Decentralized, trustless backup tool
https://github.com/Roman2K/scat/issues/1
MIT License
92 stars 9 forks source link

New proc for rebuilding missing data/parity shards from old snapshots on new stores #11

Open Roman2K opened 7 years ago

Roman2K commented 7 years ago

Currently, uparity recovers errors at restore time (failed integrity check, missing data) but in read-only mode: restored data is intact, but stores still contain bad or missing data.

On a consecutive backup, parity will create missing data and/or parity shards on new stores, for the newest data being piped in. But bad/lost shards from previous backups aren't recovered (rebuilt + stored) on new stores.
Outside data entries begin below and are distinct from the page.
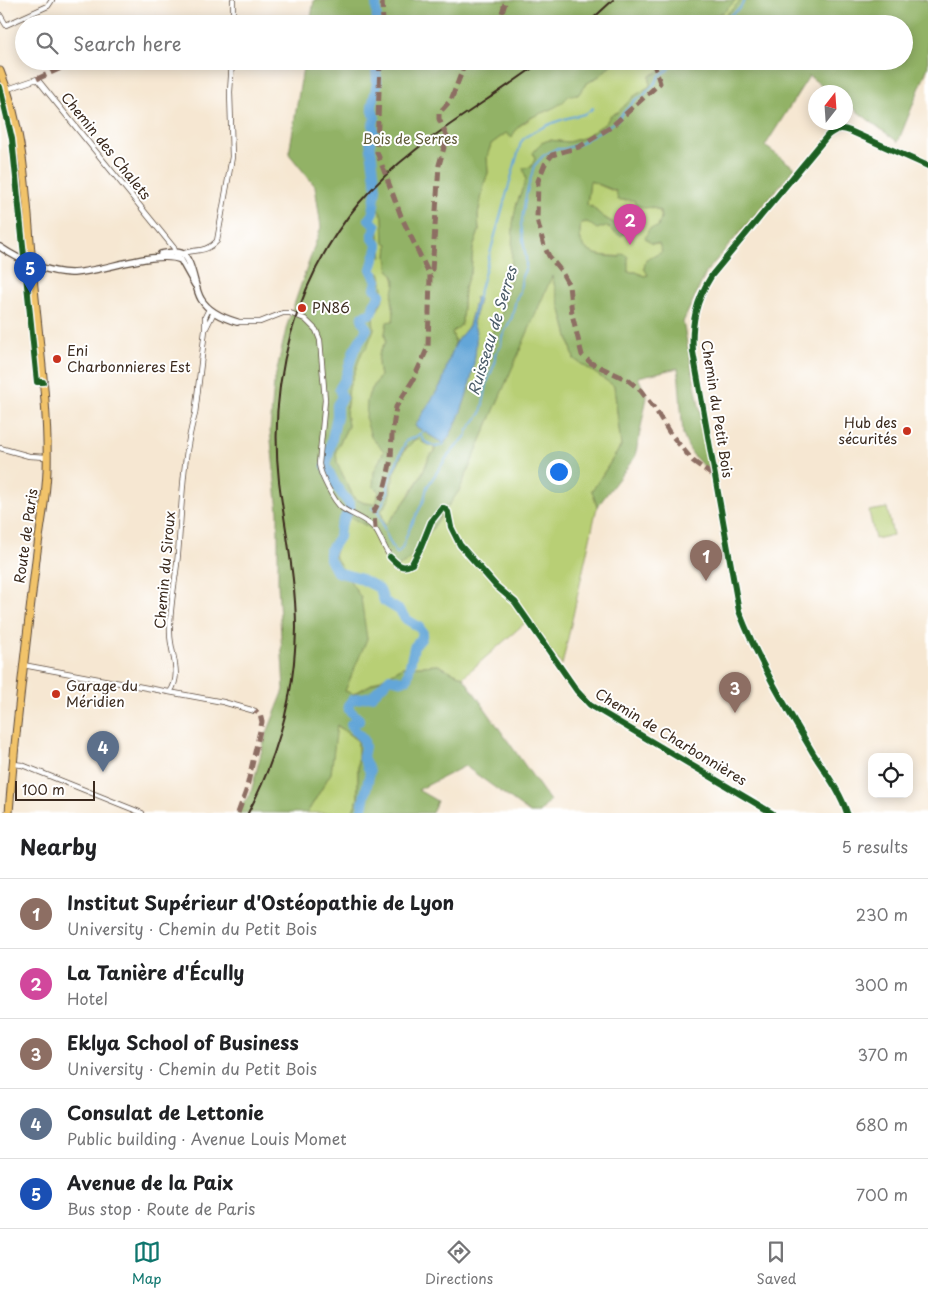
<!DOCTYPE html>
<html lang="en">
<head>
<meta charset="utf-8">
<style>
	body { margin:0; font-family:"Playpen Sans",sans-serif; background:#f2f2f2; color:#202124 }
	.controls { position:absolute; right:15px; bottom:15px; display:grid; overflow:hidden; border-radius:10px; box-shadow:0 2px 12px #0003 }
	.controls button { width:45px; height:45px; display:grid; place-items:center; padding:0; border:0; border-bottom:1px solid #e0e0e0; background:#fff; color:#202124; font:25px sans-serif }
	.compass { position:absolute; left:808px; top:85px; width:45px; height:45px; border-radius:50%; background:#fff; box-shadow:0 2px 12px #0003; rotate:17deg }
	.scale { position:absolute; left:15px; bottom:12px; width:80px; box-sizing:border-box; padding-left:5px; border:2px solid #3b2a1e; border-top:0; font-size:14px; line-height:18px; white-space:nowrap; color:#3b2a1e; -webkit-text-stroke:4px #fff; paint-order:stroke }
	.you { position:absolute; left:558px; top:471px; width:18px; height:18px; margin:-12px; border:4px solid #fff; border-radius:50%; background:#1a73e8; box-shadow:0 0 0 8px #1a73e833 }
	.badge { display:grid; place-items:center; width:32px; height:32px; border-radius:50%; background:#0f766e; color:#fff; font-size:16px; font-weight:700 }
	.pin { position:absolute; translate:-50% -41px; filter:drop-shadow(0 1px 2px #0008) }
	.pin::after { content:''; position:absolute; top:26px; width:18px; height:15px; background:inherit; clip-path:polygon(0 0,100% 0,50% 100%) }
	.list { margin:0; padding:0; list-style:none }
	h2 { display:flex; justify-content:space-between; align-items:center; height:65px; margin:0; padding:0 20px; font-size:21px }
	h2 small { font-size:16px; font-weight:400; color:#757577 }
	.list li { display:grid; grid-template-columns:32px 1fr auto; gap:15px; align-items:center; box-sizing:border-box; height:70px; padding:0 20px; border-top:1px solid #e0e0e0 }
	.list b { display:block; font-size:19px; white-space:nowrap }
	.list p { margin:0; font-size:16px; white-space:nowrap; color:#757577 }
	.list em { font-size:16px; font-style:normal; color:#757577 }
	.icon { flex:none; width:28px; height:28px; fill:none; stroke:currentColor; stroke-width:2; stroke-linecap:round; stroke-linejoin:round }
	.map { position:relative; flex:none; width:928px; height:813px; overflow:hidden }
	.search { position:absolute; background:#fff; box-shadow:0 2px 12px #0003; left:15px; right:15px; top:15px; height:55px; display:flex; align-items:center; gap:12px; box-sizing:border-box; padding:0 18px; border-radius:28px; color:#757577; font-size:19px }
	.sheet { height:415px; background:#fff }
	nav { display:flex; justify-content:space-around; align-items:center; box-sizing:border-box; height:70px; border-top:1px solid #e0e0e0; background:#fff; font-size:14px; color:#757577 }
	nav a { display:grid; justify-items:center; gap:2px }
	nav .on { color:#0f766e }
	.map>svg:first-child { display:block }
	.green { fill:#b8cf74; stroke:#7a7c49 }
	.forest { fill:#92b266; stroke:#666e42; fill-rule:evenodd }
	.water { fill:#64a6d8; stroke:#50687b }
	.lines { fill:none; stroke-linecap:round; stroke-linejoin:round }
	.stream { stroke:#64a6d8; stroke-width:2 }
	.river { stroke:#64a6d8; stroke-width:10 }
	.minor-casing { stroke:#574639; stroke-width:6 }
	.tertiary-casing { stroke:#574639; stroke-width:8 }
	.primary-casing { stroke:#574639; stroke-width:9 }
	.minor { stroke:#fff; stroke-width:4.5 }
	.tertiary { stroke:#fff; stroke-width:5.5 }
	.primary { stroke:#f1c36a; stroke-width:7 }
	.rail { stroke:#3b2a1e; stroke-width:2 }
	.quiet { stroke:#8d6e63; stroke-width:5; stroke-dasharray:10 5; stroke-linecap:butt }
	.cycleway-casing { stroke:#fff; stroke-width:9 }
	.cycleway { stroke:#1b5e20; stroke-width:6 }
	.poi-dot { fill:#c8321e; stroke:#fff; stroke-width:2 }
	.labels { text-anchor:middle; stroke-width:4; stroke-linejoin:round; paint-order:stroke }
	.park-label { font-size:14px; fill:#605c38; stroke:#fff }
	.street-label { font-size:14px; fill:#3b2a1e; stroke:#fff }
	.poi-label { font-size:14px; fill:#3b2a1e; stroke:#fff; text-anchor:start }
	.water-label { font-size:15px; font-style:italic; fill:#4b5c68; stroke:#fff }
</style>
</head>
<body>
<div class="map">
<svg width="928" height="813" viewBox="0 0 928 813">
	<rect width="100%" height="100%" fill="#fff"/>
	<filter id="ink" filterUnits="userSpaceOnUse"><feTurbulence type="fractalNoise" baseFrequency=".02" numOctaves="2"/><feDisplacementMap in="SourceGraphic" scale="10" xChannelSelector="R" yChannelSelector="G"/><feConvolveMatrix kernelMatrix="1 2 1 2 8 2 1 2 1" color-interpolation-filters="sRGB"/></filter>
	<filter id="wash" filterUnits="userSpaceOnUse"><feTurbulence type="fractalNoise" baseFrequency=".0096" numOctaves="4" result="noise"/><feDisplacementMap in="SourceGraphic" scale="20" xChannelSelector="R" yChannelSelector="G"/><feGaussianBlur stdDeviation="1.12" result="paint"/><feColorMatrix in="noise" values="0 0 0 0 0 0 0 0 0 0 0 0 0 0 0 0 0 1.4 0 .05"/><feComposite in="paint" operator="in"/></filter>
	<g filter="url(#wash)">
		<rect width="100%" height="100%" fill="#f6e7d2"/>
		<path class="green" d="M736 0H741C730 11 719 24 703 24L713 16 724 12Z
			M614 61H637L650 65 661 61H668L658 72 650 76V86L633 97 618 112 610 116 606 123 583 138 568 142 549 140 535 159 516 206 511 276 505 302 500 320 494 327 480 378 473 388 468 389 476 344 475 328 473 323 479 299H475V302L469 326 455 343 452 332 459 327 462 323 464 288 471 271 473 248 479 231 478 215 484 184 488 173 487 157 491 144 506 133 515 129 540 112H546L569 95H578L586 84 601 75Z
			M590 181 660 211 661 222 651 243 659 244 662 252 648 275 644 276 636 272H627V262C625 260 623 258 621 257 617 256 612 256 609 256 587 255 576 246 581 223 596 220 607 230 621 227L600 215 593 207 587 205Z
			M378 210 383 216 384 241 388 244 387 257 396 285 392 297 395 311 393 321 385 333 386 342C377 353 377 362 380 376L369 394 371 437 384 451 374 472 379 492 375 504 364 503 354 498 337 463 336 450 348 426 346 412 349 387 362 352 374 329 373 319 384 297 376 272 375 266 377 259 374 219Z
			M552 275 574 359 614 385 621 446 592 491 597 507 562 665 526 622 463 677 438 665 403 667 353 694 344 691 367 638 334 555 349 516 372 529 394 568 459 491Z
			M419 439 422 442 435 448V452L429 456C424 475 400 511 385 525L381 511 390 499 391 484 394 479V472L403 453 413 440Z
			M887 508 893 535 875 539 869 511Z
			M336 725 358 741V799L352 813H307L331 773Z"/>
		<path class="forest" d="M314 0H736L724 12 713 16 703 24H310Z
			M741 0H926L928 2V67L898 142 846 103V92H831L809 76 765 146 795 168 707 271 683 322 712 473C698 462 688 452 683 434L678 368 638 377 647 397 635 457 597 507 592 491 621 446 614 386 574 359 552 276 459 491 410 560 394 569 372 529 349 516 334 555 361 598 367 639 345 691 354 694 403 667 438 665 463 677 550 801 539 813H530L465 766 418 790 437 801 432 813H352L358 799V741L337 725 331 773 307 813H237L251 792 265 738 284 690 278 584V512L270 430 274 383 287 325 321 227 315 186 289 154 304 61H614L601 75 586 84 578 95H569C557 115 521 111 512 138L506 133 491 144 487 157 488 173 484 184 478 215 479 231 473 248 471 271 464 288 462 323 459 327 452 332 455 343 442 383 415 426 444 444 456 422 468 389 473 388 480 378 494 327 500 319 505 302 511 276 513 223 516 206 526 179 523 168 531 167 535 159 533 153 541 143 549 140 568 142 583 138 606 123 610 116 618 112 633 97 650 86V76L658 72 668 61H904V24H710L726 15ZM590 181 616 191 618 200H634L635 204 644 208 653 207 660 211 661 218 658 227 649 229 645 238 651 243 659 244 662 252 646 260 644 268 648 275 644 276 636 272H628V257L626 255 621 254 620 257C596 256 575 254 581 223L587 222 597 229 606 226C612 229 615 234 621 236L625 233C619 224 609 222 601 215 596 211 593 207 587 205ZM378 210 383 216 384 242 388 244 387 257 389 271C400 279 393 287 392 297 392 306 395 310 393 321L387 322 385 333 386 342C377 353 377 362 380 376L369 394 367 401 366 420 371 437 384 451 374 472 373 486 379 492 375 504 364 503 354 498 337 463 336 450 348 426 346 412 349 387 362 352 367 347 374 329 373 319 384 297 381 274 376 272 375 266 377 259 382 257 378 225 374 219ZM419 439 422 442 435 448V452L429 456C425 475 400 511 385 525L381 511 390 499 391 484 394 479V472L403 453 406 447 411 445 413 440Z"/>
		<path class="water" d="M475 297 479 299 473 323C474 327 476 329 476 333 478 365 463 418 444 444L415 426 442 383 448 362 457 340 469 326 475 302Z"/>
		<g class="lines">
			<path class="stream" d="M717 24 739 9 745 0
				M477 300 521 142C527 132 559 120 571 117 580 115 586 115 593 108
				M420 434 425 442 436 447 444 444
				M372 508 378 511 386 534 395 552 398 553 402 548 408 532 424 500 427 487 447 457 466 436 468 430 481 413 488 380 495 363V354L501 346 502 336 512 317 516 299 520 292 522 276 526 268V259L521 225 526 195 534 166 543 156 555 149H564L579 144 616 121 635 100 643 96 656 82 660 75 668 70 675 61
				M379 510 388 492V482L406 441 415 437 425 430"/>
			<path class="river" d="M376 0 377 24
				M361 813 370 772 363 757 365 747 364 740 352 727 351 724 359 721V719L349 710 348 705 352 700 372 696 390 678 402 681 407 679 414 647 421 639 423 633 419 627 406 619 399 610 384 601 380 590 377 587 359 578 337 572 329 559V552L339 537 340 527 350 508V505L336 486 326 466 337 416V405L342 397 339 389 345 379 354 350 367 329 362 319 363 316 372 313 374 304 380 295 375 288 377 281 371 269 378 246 372 237 376 226 369 219 373 213 376 188 370 141 374 132 373 124 375 118 372 107 377 83 376 69 378 61"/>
		</g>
	</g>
	<g filter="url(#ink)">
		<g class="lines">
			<g class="minor-casing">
				<path id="minor" d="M233 0V24
					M0 15 6 25 48 6 52 0
					M2 91 37 79 174 248 177 258C189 246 203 256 217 241L232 157 230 92 232 61
					M209 309 205 317V330L214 312
					M237 322H260L283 313H290L305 319 316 330 320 340 325 400 319 464C320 474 334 502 342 508 352 515 367 519 375 529 384 540 392 578 412 564L421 547 431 522 442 508H444L448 512 451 527 460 545 496 586 515 602 577 691 590 705 772 813
					M0 448 29 456 47 457
					M23 665 223 702 255 711
					M170 692C183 674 170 653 170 633 169 608 176 579 178 554 182 508 182 457 195 414L205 330
					M14 764 22 765 142 813
					M847 813C840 791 825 772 813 753 786 707 758 661 739 611L693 352C691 323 696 300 712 275L828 135C836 129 841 127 850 131L928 166"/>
			</g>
			<g class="tertiary-casing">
				<path id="tertiary" d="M0 247C21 261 46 272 71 273 98 273 158 249 181 260L195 285
					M161 254C167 253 175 251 181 253 193 258 194 288 201 299 208 311 223 318 237 322"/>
			</g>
			<g class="primary-casing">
				<path id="primary" d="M0 71C25 131 26 199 32 264 37 331 49 404 47 471 46 504 38 536 35 569 25 650 15 731 9 813"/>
			</g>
			<use href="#minor" class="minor"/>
			<use href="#tertiary" class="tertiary"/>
			<use href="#primary" class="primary"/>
			<path class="rail" d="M587 24 613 0
				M248 813C278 756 295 693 296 628 296 579 285 530 279 481 268 382 295 280 359 203 410 143 480 108 542 61"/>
			<path class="quiet" d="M382 0 383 24
				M492 24 502 13 506 0
				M380 61 377 152 401 216 430 276
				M653 61 660 83 611 127 579 147 552 155 545 164 538 181 537 219 544 246 549 256 561 271 569 285 572 314 582 355 591 363 628 380 641 391 657 412 669 432 693 461 716 478
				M37 79 59 69 63 64
				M375 529 374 511 383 494 387 478 391 459 392 435 396 407 413 380 428 347 430 276 432 270 433 257 439 165 447 137 439 119V113L451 100 466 61
				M238 813 246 791 262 722 260 714 255 711"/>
			<g class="cycleway-casing">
				<path id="cycleway" d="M0 87 12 139 37 382H43
					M390 557C397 564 402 570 412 564L421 547 431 522 442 508H444L448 512 451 527 460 545 496 586 515 602 577 691 590 705 772 813
					M847 813C840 791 825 772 813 753 786 707 758 661 739 611L693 352C691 323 696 300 712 275L828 135C836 129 841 127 850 131L928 166"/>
			</g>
			<use href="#cycleway" class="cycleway"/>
		</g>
	</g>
	<g class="poi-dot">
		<circle cx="302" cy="308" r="5"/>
		<circle cx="57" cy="359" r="5"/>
		<circle cx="907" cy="431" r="5"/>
		<circle cx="56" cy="694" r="5"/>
	</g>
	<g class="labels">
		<g class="park-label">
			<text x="410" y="144">Bois de Serres</text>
		</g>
		<g class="street-label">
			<text transform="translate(106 146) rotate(51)" y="5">Chemin des Chalets</text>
			<text transform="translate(717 409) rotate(81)" y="5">Chemin du Petit Bois</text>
			<text transform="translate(26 536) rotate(-82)" y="5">Route de Paris</text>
			<text transform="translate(165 570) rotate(-85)" y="5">Chemin du Siroux</text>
			<text transform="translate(671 737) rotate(31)" y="5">Chemin de Charbonnières</text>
		</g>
		<g class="poi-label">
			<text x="312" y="313">PN86</text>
			<text x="67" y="356">Eni<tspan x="67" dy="16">Charbonnieres Est</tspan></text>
			<text x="897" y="428" text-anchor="end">Hub des<tspan x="897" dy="16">sécurités</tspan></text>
			<text x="66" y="691">Garage du<tspan x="66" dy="16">Méridien</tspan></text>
		</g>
		<g class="water-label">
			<text transform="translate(493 331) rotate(-73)" y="5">Ruisseau de Serres</text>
		</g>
	</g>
</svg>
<div class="controls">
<button><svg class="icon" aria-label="locate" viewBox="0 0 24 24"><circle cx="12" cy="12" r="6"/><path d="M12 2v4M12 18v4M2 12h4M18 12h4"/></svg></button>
</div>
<svg class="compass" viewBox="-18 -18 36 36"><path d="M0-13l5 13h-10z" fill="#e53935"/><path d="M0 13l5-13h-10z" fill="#757577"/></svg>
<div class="scale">100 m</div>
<div class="you"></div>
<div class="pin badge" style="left:706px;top:581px;background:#8d6e63">1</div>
<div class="pin badge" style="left:630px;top:245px;background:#d1479c">2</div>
<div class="pin badge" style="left:735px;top:713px;background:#8d6e63">3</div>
<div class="pin badge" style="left:103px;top:772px;background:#5c6f8a">4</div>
<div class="pin badge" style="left:30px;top:293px;background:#1a4fb4">5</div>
<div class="search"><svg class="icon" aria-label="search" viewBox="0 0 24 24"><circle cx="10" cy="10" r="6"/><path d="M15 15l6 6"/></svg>Search here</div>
</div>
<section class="sheet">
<h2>Nearby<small>5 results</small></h2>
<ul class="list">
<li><span class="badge" style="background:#8d6e63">1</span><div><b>Institut Supérieur d'Ostéopathie de Lyon</b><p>University · Chemin du Petit Bois</p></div><em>230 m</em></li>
<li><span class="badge" style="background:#d1479c">2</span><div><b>La Tanière d'Écully</b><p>Hotel</p></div><em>300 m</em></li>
<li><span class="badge" style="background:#8d6e63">3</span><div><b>Eklya School of Business</b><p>University · Chemin du Petit Bois</p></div><em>370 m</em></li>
<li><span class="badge" style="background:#5c6f8a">4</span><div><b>Consulat de Lettonie</b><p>Public building · Avenue Louis Momet</p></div><em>680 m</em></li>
<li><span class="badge" style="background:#1a4fb4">5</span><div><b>Avenue de la Paix</b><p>Bus stop · Route de Paris</p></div><em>700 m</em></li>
</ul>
</section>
<nav>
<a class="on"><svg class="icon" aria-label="map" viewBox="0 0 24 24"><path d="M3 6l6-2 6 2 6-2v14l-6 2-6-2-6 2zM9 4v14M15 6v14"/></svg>Map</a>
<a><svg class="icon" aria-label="directions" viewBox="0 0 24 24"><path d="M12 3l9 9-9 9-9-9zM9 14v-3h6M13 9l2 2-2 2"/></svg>Directions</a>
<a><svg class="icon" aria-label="saved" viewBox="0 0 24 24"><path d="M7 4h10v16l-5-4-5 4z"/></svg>Saved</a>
</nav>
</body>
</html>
Add a new proc parscrub that rebuilds missing shards like uparity also writes them to specified stores, reusing data from previous stores, and writing to new stores so as to meet the min and excl requirements.


From question/request/suggestion by @Technifocal on reddit (comment):

@Technifocal:

Third question, say I lose a store (provider/hard-drive/whatever), how do reshard/rebalance my data, either to the remaining stores, or by replacing the store? I understand new backups going forward will be correctly balanced, but what about my backlog of backups?

@Roman2K:

When you lose a store, you would do the equivalent of replacing a disk in a RAID array: in stripe() proc of the backup script, replace the line of the defective store with a new one, and re-run the backup. Chunks will be written to the new store in such a way as to satisfy the min and excl requirements reusing chunks from old stores.

@Technifocal:

I haven't done any testing yet (Sorry!), but I think you missed the point of my question, I'll try and explain below:

  1. I have a directory, foobar, with two files in it, foo and bar. They are unique, no deduplication can occur.
  2. I backup foobar with parity 2 1, 2 data shards and 1 parity shard, so that I can lose one store without issue
  3. I now delete foo from the directory and add baz, now I have backed up foo and bar, but locally only have bar and baz
  4. I lose one of my three stores, no problem, parity exists
  5. I add a new store, which has no data
  6. I backup foobar, which includes bar and baz, but not foo anymore. Any lost data of bar will be reproduced on the new store, and baz (First time being backed up) will be uploaded.
  7. I lose another store (I'm terribly unlucky/clumsy)

At this point, unless I'm mistaken, I've now lost 2/3 stores for my old original backup (Of foo and bar), and 1/3 stores for my new backup (bar and baz), this surely means that now I can recover bar and baz, but foo is completely lost. Am I mistaken?

@Roman2K:

That's exactly right. You have lost 2/3 stores of the original backup and foo is now unrecoverable.

@Technifocal:

My question was is there anyway, after losing the first store, to retroactively go back and repair and reupload old backups without requiring the files locally? I understand this would use a lot of IO (Either net I/O in the case of a cloud provider (Downloading, repairing, uploading), or disk I/O in the case of local disks (Reading, processing, writing)) but I feel like it'd increase the longevity of backups, unless I am missing something.

@Roman2K:

There currently isn't a way to do the recovery retroactively without re-running the backup with the original data lost. But all the components are there, they just need to be assembled into a new proc, I propose "parscrub". I totally agree this is needed to increase longevity of old snapshots. You would need to run a new scrub script for the index file of each snapshot of which you want to ensure the longevity, on a regular basis.

@Technifocal:

I had an idea while I was sitting on the tube, would running a restore piped directly back into a backup solve this issue?

Something like:

for i in *.index; do
   scat -stats "unindex unparity unmake unstuff uncompress unencrypt unmagic unupload undone" < ${i} | scat -stats "index parity make stuff compress encrypt magic upload done";
done

That would go back and download all the old backups and reupload them with the new parity shared, and shouldn't(?) upload anything that wasn't corrupted because it was already all uploaded, is that correct?

If so, very elegant, just went a bit over my head.

@Roman2K:

That would work too. Though a bit convoluted: it's a shame to have to join and split right back after 🙈 But yes, the end result would be the same as a parscrub in a single scat run, unless I miss something.